Publié le 12 janvier 2011 par Addiction2010

Je m’interrogeais hier. Mais à quoi bon puisque tant d’autres questions restent sans réponse.

Pourquoi les gens sont ils si tristes dans les voitures de métro ? Qui sait à quoi ils pensent derrière ce visage fermé, composé d’indifférence. Ils semblent concentrés sur un livre et parfois on voit les paupières se fermer, la tête basculer, le roman ou le pamphlet glisser, ce qui souvent réveille l’inconnu avec qui l’on partage cet ersatz de compartiment où manquent les cloisons et les photos de paysages qui décoraient autrefois ceux des trains. Le voyage du banlieusard en vaut bien un autre et les murs qui défilent en laissant l’impression de vagues points lumineux ne sont guère moins attirants que les prés et les bois des longs périples ferroviaires.

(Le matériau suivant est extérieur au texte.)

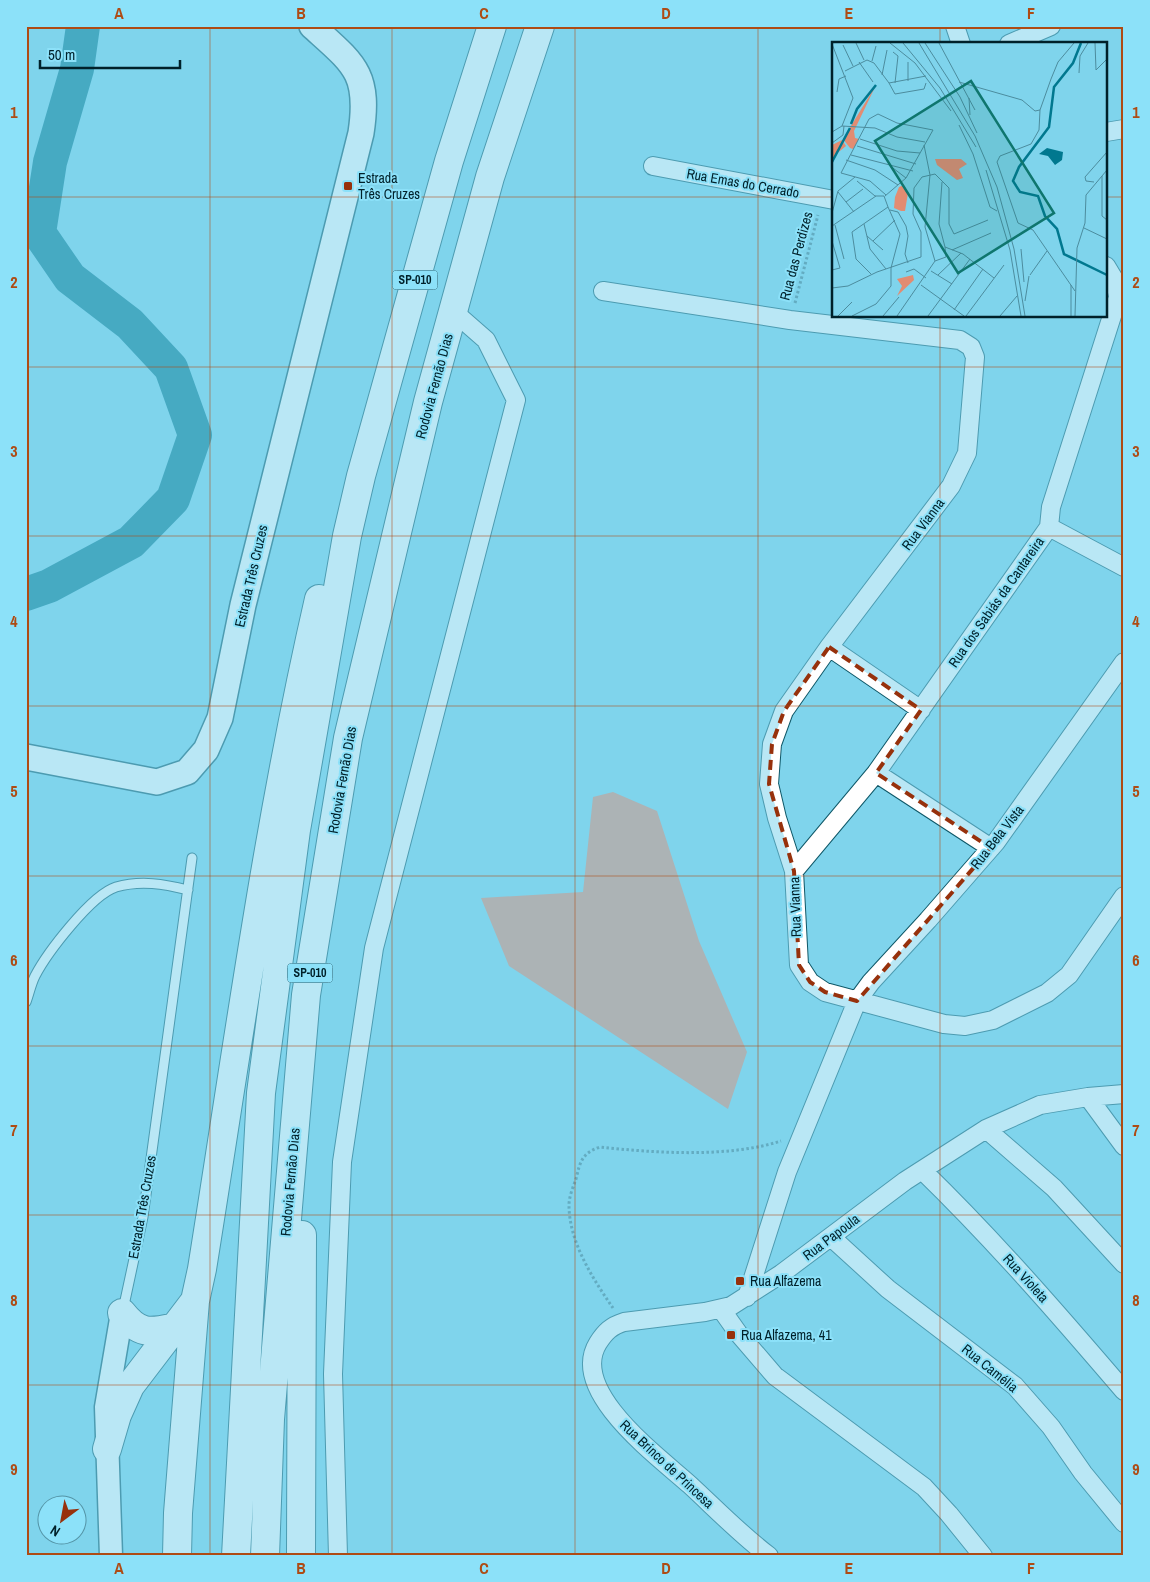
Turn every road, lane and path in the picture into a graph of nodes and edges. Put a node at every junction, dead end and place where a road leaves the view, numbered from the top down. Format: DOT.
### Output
graph roads {
  1 [pos="312,26"];
  2 [pos="492,26"];
  3 [pos="540,26"];
  4 [pos="955,26"];
  5 [pos="1051,26"];
  6 [pos="960,42"];
  7 [pos="1014,42"];
  8 [pos="1124,128"];
  9 [pos="1108,132"];
  10 [pos="653,166"];
  11 [pos="828,199"];
  12 [pos="1108,270"];
  13 [pos="1124,278"];
  14 [pos="603,291"];
  15 [pos="1118,297"];
  16 [pos="454,312"];
  17 [pos="790,320"];
  18 [pos="1049,527"];
  19 [pos="347,536"];
  20 [pos="1124,567"];
  21 [pos="829,647"];
  22 [pos="1124,662"];
  23 [pos="921,710"];
  24 [pos="26,757"];
  25 [pos="876,773"];
  26 [pos="991,848"];
  27 [pos="192,858"];
  28 [pos="794,871"];
  29 [pos="188,890"];
  30 [pos="1124,896"];
  31 [pos="309,978"];
  32 [pos="857,1001"];
  33 [pos="26,1002"];
  34 [pos="1124,1094"];
  35 [pos="1088,1098"];
  36 [pos="986,1128"];
  37 [pos="804,1133"];
  38 [pos="1124,1146"];
  39 [pos="922,1170"];
  40 [pos="831,1237"];
  41 [pos="1124,1264"];
  42 [pos="747,1297"];
  43 [pos="195,1301"];
  44 [pos="721,1309"];
  45 [pos="122,1313"];
  46 [pos="624,1322"];
  47 [pos="177,1327"];
  48 [pos="592,1355"];
  49 [pos="1124,1391"];
  50 [pos="106,1449"];
  51 [pos="1124,1523"];
  52 [pos="111,1556"];
  53 [pos="177,1556"];
  54 [pos="236,1556"];
  55 [pos="265,1556"];
  56 [pos="301,1556"];
  57 [pos="338,1556"];
  58 [pos="769,1556"];
  59 [pos="983,1556"];
  1 -- 24 [label="main road, Estrada Três Cruzes"];
  2 -- 19 [label="highway, SP-010"];
  3 -- 16 [label="highway, Rodovia Fernão Dias / SP-010"];
  4 -- 6 [label="street"];
  5 -- 7 [label="street"];
  8 -- 9 [label="street"];
  10 -- 11 [label="street, Rua Emas do Cerrado"];
  11 -- 17 [label="path, Rua das Perdizes"];
  12 -- 15 [label="street"];
  13 -- 15 [label="street, Rua dos Sabiás da Cantareira"];
  14 -- 17 [label="street, Rua Vianna"];
  15 -- 18 [label="street, Rua dos Sabiás da Cantareira"];
  16 -- 31 [label="highway, Rodovia Fernão Dias / SP-010"];
  16 -- 57 [label="street"];
  17 -- 21 [label="street, Rua Vianna"];
  18 -- 20 [label="street"];
  18 -- 23 [label="street, Rua dos Sabiás da Cantareira"];
  19 -- 43 [label="highway"];
  19 -- 54 [label="highway, SP-010"];
  21 -- 23 [label="street"];
  21 -- 28 [label="street, Rua Vianna"];
  22 -- 26 [label="street, Rua Bela Vista"];
  23 -- 25 [label="street, Rua dos Sabiás da Cantareira"];
  25 -- 26 [label="street"];
  25 -- 28 [label="street, Rua dos Sabiás da Cantareira"];
  26 -- 32 [label="street, Rua Bela Vista"];
  27 -- 29 [label="lane, Estrada Três Cruzes"];
  28 -- 32 [label="street, Rua Vianna"];
  29 -- 33 [label="lane"];
  29 -- 45 [label="lane, Estrada Três Cruzes"];
  30 -- 32 [label="street, Rua Vianna"];
  31 -- 55 [label="highway, Rodovia Fernão Dias / SP-010"];
  31 -- 56 [label="highway"];
  32 -- 37 [label="street"];
  34 -- 35 [label="street, Rua Papoula"];
  35 -- 36 [label="street, Rua Papoula"];
  35 -- 38 [label="street"];
  36 -- 39 [label="street, Rua Papoula"];
  36 -- 41 [label="street"];
  37 -- 42 [label="street"];
  37 -- 46 [label="path"];
  39 -- 40 [label="street, Rua Papoula"];
  39 -- 49 [label="street, Rua Violeta"];
  40 -- 42 [label="street, Rua Papoula"];
  40 -- 51 [label="street, Rua Camélia"];
  42 -- 44 [label="street, Rua Papoula"];
  43 -- 47 [label="highway"];
  43 -- 53 [label="highway"];
  44 -- 46 [label="street, Rua Papoula"];
  44 -- 59 [label="street"];
  45 -- 47 [label="highway"];
  45 -- 50 [label="street, Estrada Três Cruzes"];
  46 -- 48 [label="street, Rua Papoula"];
  47 -- 50 [label="highway"];
  48 -- 58 [label="street, Rua Brinco de Princesa"];
  50 -- 52 [label="street, Estrada Três Cruzes"];
}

On entend des conversations sans être invité à les écouter, et sans le vouloir on est introduit dans l’intimité des familles que ces compagnons éphémères et indiscrets racontent à haute voix. Et puis, subitement, à la station suivante, l’histoire s’interrompt. On ne saura jamais quel cadeau stupide le beau frère a fait, ni où la copine a décidé de passer ses prochaines vacances. On pourrait imaginer la fin, créer toute une suite, mais on ne le fait pas, d’autres voisins s’installent, on pense à ne pas manquer le prochain arrêt où il faut descendre.

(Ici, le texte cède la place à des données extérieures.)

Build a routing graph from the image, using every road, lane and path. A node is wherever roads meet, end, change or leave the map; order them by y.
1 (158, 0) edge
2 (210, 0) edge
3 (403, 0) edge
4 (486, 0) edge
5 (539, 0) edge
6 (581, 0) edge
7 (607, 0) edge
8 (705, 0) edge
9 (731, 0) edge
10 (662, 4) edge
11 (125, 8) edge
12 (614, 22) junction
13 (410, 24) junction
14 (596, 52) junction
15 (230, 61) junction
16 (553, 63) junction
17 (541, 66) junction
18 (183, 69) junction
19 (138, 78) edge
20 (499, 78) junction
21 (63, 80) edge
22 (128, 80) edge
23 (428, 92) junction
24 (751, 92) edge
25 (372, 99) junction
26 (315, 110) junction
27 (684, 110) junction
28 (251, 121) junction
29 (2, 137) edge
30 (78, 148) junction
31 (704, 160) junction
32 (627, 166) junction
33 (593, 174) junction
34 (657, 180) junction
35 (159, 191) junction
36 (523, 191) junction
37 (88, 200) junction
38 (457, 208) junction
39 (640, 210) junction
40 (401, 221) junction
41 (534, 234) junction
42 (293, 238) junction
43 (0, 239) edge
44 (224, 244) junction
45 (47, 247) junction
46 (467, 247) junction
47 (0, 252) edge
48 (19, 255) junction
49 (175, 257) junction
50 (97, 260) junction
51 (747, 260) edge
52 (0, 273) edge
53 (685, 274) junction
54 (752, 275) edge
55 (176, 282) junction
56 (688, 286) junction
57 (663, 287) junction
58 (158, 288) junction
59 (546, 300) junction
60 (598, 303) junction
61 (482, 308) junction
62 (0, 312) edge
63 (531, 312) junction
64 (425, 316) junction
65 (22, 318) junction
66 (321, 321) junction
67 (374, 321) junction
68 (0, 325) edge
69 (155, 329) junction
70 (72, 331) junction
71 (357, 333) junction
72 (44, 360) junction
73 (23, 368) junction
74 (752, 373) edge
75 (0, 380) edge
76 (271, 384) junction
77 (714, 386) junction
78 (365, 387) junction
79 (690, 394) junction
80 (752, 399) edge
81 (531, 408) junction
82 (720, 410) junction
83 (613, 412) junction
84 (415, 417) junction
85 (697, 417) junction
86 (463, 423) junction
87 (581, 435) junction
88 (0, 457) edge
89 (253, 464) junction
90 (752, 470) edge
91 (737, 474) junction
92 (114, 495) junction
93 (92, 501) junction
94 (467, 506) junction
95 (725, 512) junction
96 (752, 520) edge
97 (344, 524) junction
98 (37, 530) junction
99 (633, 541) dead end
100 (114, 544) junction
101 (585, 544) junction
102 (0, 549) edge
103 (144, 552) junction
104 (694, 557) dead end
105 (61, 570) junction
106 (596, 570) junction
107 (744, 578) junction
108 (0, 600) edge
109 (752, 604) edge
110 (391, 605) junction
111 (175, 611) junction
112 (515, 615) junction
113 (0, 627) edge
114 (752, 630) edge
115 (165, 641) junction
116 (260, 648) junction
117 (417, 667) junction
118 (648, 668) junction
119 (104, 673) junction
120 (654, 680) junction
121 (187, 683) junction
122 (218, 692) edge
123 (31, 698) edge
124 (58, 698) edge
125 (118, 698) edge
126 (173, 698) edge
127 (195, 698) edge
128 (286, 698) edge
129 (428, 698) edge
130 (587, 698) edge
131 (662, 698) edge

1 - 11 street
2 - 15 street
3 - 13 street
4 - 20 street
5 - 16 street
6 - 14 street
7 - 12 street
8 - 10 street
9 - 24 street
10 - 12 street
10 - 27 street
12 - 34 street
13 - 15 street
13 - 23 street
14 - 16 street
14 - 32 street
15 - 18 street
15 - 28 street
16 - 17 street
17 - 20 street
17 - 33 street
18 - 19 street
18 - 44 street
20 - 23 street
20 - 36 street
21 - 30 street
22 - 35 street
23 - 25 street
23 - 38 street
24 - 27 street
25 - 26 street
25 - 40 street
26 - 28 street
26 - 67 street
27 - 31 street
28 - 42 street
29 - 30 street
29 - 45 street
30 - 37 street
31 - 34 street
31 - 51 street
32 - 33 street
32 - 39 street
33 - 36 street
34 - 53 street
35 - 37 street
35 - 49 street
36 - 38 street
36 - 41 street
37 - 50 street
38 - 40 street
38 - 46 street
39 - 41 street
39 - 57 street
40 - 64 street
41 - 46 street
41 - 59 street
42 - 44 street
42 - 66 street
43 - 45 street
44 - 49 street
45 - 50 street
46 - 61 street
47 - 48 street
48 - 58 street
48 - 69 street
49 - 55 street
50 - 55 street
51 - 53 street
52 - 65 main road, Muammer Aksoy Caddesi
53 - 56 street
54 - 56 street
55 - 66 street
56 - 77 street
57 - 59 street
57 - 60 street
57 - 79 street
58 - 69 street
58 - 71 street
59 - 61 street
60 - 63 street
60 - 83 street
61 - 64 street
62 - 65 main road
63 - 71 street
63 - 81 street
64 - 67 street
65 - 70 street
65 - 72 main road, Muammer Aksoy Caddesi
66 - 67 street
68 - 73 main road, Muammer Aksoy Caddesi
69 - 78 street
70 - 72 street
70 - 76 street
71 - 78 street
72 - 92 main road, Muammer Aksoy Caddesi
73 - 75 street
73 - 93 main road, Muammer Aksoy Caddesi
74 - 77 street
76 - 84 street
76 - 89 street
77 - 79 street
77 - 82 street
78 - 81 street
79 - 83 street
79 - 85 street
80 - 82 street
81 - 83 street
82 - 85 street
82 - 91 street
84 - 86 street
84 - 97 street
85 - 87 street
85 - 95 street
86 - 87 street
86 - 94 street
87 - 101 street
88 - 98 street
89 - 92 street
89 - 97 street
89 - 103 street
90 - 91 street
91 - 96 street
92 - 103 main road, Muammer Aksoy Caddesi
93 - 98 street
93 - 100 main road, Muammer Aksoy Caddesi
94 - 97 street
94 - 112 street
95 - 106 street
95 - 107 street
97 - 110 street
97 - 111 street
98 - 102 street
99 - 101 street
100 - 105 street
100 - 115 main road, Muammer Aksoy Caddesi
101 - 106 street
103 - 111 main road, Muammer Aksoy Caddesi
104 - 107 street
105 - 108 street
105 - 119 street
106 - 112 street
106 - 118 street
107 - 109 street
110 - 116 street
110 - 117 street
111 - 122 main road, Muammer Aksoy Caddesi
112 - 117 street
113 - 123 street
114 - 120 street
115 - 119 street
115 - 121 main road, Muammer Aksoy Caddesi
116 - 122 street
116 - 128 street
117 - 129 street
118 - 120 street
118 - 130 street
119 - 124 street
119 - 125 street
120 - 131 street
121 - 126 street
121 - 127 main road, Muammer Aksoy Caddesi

Quelquefois, cela ressemble à un Babel toujours recommencé. On perçoit des langues que l’on est incapable d’identifier, ou bien on saisit quelques mots d’espagnol, de russe, appris en voyage ou sur les bancs de l’école il y a si longtemps. Parfois, trop rarement, quelqu’un viole la règle monastique qui impose l’isolement. Le plus souvent, il s’agit d’un étranger de passage qui cherche à savoir s’il est dans le bon train et qui s’exprime dans cet anglais approximatif que chacun est supposé comprendre. Et une ou deux fois l’an, une conversation s’engage. Elle ne va jamais bien loin et ne dépasse guère les lieux communs, même quand le touriste est tout à fait exotique et curieux.

Mais la plupart de ceux que l’on peut observer restent dans leur tour d’ivoire, les unes finissent de vernir leurs ongles, d’autres, l’air sérieux et concentré, ont l’œil rivé sur leur téléphone, sans oublier ceux qui, le regard vague, ne connaissent que ce qui entre par leurs oreilles équipées de ce lien les attachant à la petite merveille qui débite à volonté la musique qu’ils aiment et que l’on subit parfois.

Soudain, le conducteur fait une annonce : « Nous allons stationner quelques instants pour régulation des trains ». Et c’est un remue ménage dans la rame. On regarde les montres. On sent venir le retard. On sort les téléphones. On prévient. « J’arrive, mon train est bloqué ». Quelques insultes à l’intention de la RATP et de la SNCF fusent. Mais l’agitation ne dure pas. Très vite la léthargie reprend ses droits. Heureusement, la station d’arrivée est là. On quitte les inconnus qui retournent au néant dont ils ont surgi. Peut-être les croisera-t-on un autre jour encore. On ne se reconnaîtra pas.

Faut-il être morose ?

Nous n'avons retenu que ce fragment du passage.